What’s struck him isn’t a sense of familiarity, but the opposite: the small, constant reminders that he’s learning a different craft.
“The feel of the car, and how the power is put down and how the gears shift,” he said, outlining what separates the two for him. And then came the part that will resonate with anyone who’s watched experienced drivers get caught out when they change categories: “The tyre deg that you have over here is greater.”
Herta’s first F2 weekend in Melbourne offered a pretty sharp illustration. He clawed his way to a points finish in the feature race on debut, taking seventh, but left the weekend calling it “unsatisfactory” after a heavy crash in the lone practice session. In Formula 2, there’s nowhere to hide from that kind of mistake – not because the paddock is less forgiving, but because the schedule simply doesn’t allow you to rebuild your weekend.
“Yeah it is,” Herta said when asked if the format was a wake-up call. “Especially if you throw the car in the wall in practice in Melbourne!
“Practice time is so, so important when you have 40 minutes of it… you have one set of tyres.”
The F2 format has a way of punishing drivers who are used to working their way into speed. If you don’t roll out close to the window, you’re instantly spending your tyres and your time just trying to get back to neutral. Herta acknowledged the pressure that creates: fewer laps, fewer resets, and that creeping sense that you’re always one compromised run away from being on the wrong side of the weekend.
“You’ve got to get up to speed quick. Need to learn fast,” he said. “The name of the game in Formula 2 is, if you can get on the weekend with your best foot forward, you’re probably going to have a good weekend, because there’s very little time to catch up and recover.”
That’s the part of this move that’s easy to underestimate from the outside.
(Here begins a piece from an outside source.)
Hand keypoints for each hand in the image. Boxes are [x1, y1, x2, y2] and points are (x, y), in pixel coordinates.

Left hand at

The debate about whether IndyCar machinery is “like” F2 often gets bogged down in car specs and lap times, when the bigger separator can be procedural: tyres, session structure, how quickly you’re expected to produce a result, and how little sympathy the category has for a driver who needs a few runs to calibrate their references.
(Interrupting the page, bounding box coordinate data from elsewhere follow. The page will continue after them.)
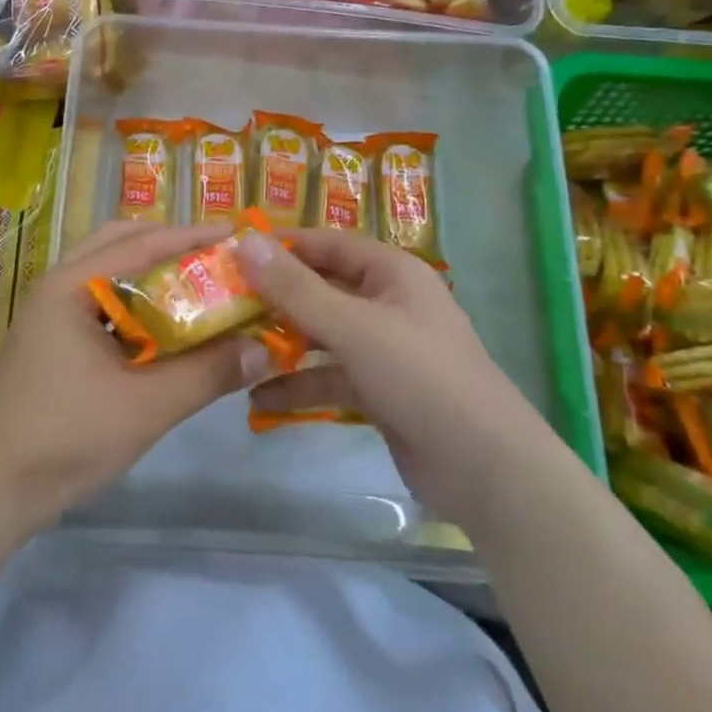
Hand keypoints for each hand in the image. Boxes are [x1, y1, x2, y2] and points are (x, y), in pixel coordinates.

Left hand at [0, 221, 260, 527]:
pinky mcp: (54, 341)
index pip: (142, 243)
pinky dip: (137, 303)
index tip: (238, 234)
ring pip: (111, 273)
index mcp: (72, 285)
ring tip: (199, 285)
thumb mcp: (145, 407)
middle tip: (218, 258)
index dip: (193, 236)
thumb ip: (206, 374)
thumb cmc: (64, 437)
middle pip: (122, 244)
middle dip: (171, 245)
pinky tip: (166, 328)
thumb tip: (265, 349)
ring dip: (153, 273)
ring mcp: (52, 313)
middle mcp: (59, 286)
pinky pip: (103, 303)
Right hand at [236, 227, 520, 509]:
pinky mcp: (381, 391)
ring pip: (323, 335)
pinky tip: (259, 401)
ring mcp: (385, 349)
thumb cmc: (420, 376)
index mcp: (392, 272)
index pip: (328, 244)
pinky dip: (300, 385)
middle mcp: (388, 303)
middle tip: (225, 304)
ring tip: (234, 350)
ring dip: (283, 344)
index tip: (235, 252)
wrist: (486, 469)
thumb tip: (245, 243)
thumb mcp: (352, 326)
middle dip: (276, 299)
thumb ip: (295, 288)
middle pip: (322, 289)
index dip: (283, 246)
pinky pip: (331, 377)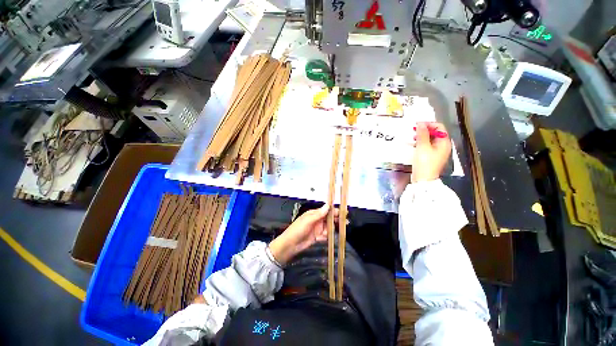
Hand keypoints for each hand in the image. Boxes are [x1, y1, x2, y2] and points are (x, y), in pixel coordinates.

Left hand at [268, 204, 337, 265]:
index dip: (334, 211)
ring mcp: (317, 229)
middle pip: (329, 219)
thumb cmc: (298, 229)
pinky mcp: (317, 237)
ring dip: (333, 228)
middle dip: (336, 219)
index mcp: (314, 214)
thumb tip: (328, 205)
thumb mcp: (308, 220)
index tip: (343, 212)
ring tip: (341, 229)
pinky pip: (325, 235)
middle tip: (346, 221)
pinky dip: (328, 236)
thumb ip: (319, 214)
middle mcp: (317, 220)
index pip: (326, 210)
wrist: (290, 245)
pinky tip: (331, 236)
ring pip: (328, 227)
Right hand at [412, 122, 450, 182]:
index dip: (428, 124)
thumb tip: (420, 123)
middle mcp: (443, 146)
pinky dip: (421, 143)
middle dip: (424, 130)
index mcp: (444, 142)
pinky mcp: (431, 157)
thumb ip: (422, 134)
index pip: (439, 127)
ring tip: (412, 138)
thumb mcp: (422, 146)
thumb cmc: (424, 162)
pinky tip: (414, 145)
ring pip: (430, 139)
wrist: (423, 179)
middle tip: (414, 131)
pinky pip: (427, 146)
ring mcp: (437, 152)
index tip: (417, 125)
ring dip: (422, 136)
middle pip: (435, 133)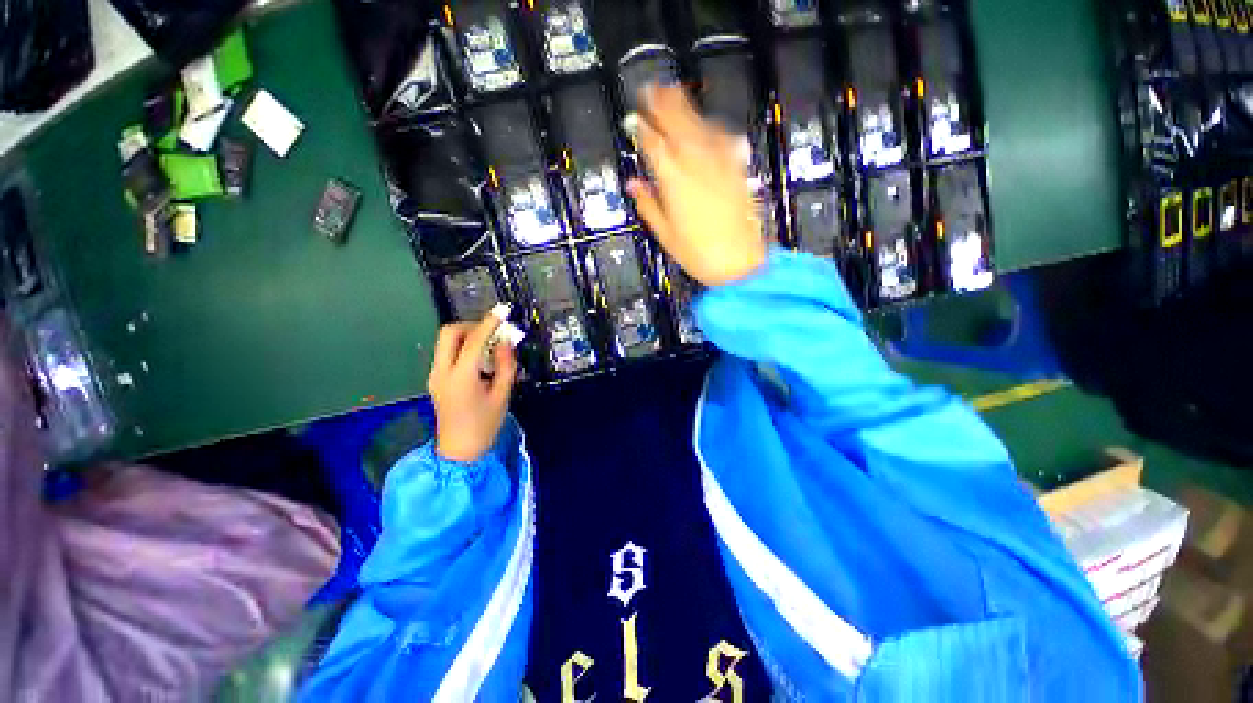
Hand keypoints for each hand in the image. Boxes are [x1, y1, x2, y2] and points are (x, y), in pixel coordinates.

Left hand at [427, 314, 518, 463]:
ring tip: (490, 346)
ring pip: (446, 342)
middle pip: (449, 333)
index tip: (503, 310)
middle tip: (493, 332)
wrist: (459, 451)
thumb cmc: (485, 425)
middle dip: (472, 325)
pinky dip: (463, 347)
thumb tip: (506, 341)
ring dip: (467, 336)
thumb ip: (505, 365)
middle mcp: (442, 371)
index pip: (473, 340)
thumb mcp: (503, 394)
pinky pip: (448, 353)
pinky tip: (480, 359)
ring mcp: (435, 375)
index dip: (489, 322)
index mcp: (461, 377)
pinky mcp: (436, 379)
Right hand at [627, 85, 767, 286]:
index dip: (643, 129)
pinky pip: (723, 140)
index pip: (654, 146)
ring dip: (686, 108)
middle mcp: (696, 164)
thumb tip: (633, 183)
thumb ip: (649, 205)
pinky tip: (708, 123)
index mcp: (674, 181)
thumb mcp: (666, 234)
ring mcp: (719, 164)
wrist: (739, 263)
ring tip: (674, 92)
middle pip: (678, 126)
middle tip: (652, 88)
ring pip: (700, 127)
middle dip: (663, 105)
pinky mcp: (736, 170)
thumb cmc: (697, 254)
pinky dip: (712, 128)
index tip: (634, 117)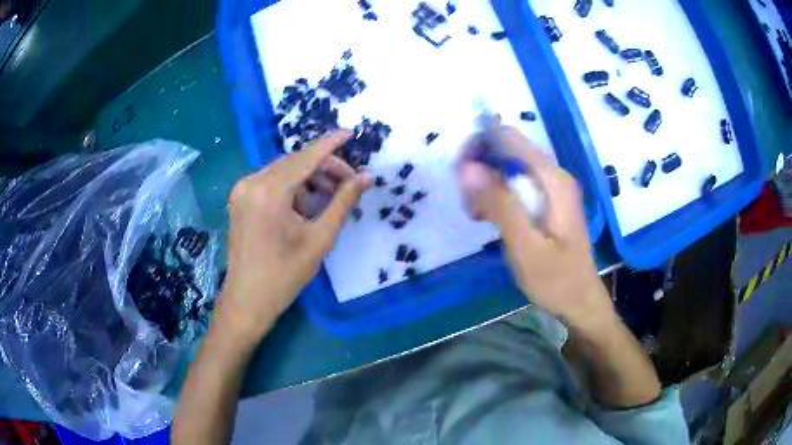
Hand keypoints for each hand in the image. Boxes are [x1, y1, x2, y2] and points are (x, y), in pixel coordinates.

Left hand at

Herta also pointed to a handful of details that sound cosmetic until you’ve lived them: “The seating position is different… The sound is different.”
It all adds up to a persistent sense that his muscle memory can’t simply be copied and pasted. “There’s a lot of differences that don’t really kind of key into… The back of my brain is like, ‘Oh, this isn’t IndyCar’,” he said. “But that’s just me personally.”
There’s another layer here, too: Herta’s doing this at 26, an age that’s perfectly normal in racing terms but can feel ancient in a Formula 2 paddock dominated by teenagers with factory backing and two-dozen data points already logged at European circuits.
He joked about it when he realised he’s now racing Sebastian Montoya – after previously racing against Sebastian’s father, Juan Pablo Montoya, in IndyCar.
“I was thinking about this,” Herta said. “It made me feel old now that I raced against Juan Pablo Montoya in IndyCar, and now I race against his kid in F2, even though I’m still only 26.
“But, when you’re racing everybody and they’re like, 18 years old, it makes you feel a little bit older.”
Formula 2’s next stop is Miami, a landmark weekend for the category as it heads to North America for the first time. For Herta, it’s a rare chance to arrive at a circuit with some cultural familiarity, even if the job remains the same: learn fast, protect the tyres, and turn potential into something Cadillac – and the wider F1 paddock – can’t ignore.